> EXERCISE GOAL
Would you restate word for word the lines of the listing, beginning at the first and ending with the line that holds "index dip: (755, 696)"?

> SUPPLIED ENTRIES
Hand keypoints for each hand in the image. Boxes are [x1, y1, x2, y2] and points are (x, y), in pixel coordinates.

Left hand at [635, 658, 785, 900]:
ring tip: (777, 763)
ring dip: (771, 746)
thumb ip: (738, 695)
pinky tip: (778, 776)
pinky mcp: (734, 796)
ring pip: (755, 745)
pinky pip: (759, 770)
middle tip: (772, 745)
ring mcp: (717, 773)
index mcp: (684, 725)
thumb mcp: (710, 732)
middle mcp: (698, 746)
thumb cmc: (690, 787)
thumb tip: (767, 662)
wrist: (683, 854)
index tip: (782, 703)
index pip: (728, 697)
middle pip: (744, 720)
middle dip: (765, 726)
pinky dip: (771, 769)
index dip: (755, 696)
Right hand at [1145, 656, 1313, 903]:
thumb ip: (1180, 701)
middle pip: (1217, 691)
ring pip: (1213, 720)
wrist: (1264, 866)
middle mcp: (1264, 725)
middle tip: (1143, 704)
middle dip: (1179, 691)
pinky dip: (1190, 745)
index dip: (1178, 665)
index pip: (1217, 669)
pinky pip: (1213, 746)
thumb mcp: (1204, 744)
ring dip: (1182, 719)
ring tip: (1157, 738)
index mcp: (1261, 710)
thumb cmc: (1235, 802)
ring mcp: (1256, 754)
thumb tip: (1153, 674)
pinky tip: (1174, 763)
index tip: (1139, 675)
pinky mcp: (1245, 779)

> RESULT OF THE TASK
Hand keypoints for each hand in the image. Boxes are [x1, y1, x2, y2] and points are (x, y), in pixel coordinates.

Left hand at [635, 658, 785, 900]:
ring tip: (777, 763)
ring dip: (771, 746)
thumb ip: (738, 695)
pinky tip: (778, 776)
pinky mcp: (734, 796)
ring pip: (755, 745)
pinky pip: (759, 770)
middle tip: (772, 745)
ring mcp: (717, 773)
index mcp: (684, 725)
thumb mcp: (710, 732)
middle mcp: (698, 746)
thumb cmc: (690, 787)
thumb tip: (767, 662)
wrist: (683, 854)
index tip: (782, 703)
index pip: (728, 697)
middle pip: (744, 720)
middle dip: (765, 726)
pinky dip: (771, 769)
index dip: (755, 696)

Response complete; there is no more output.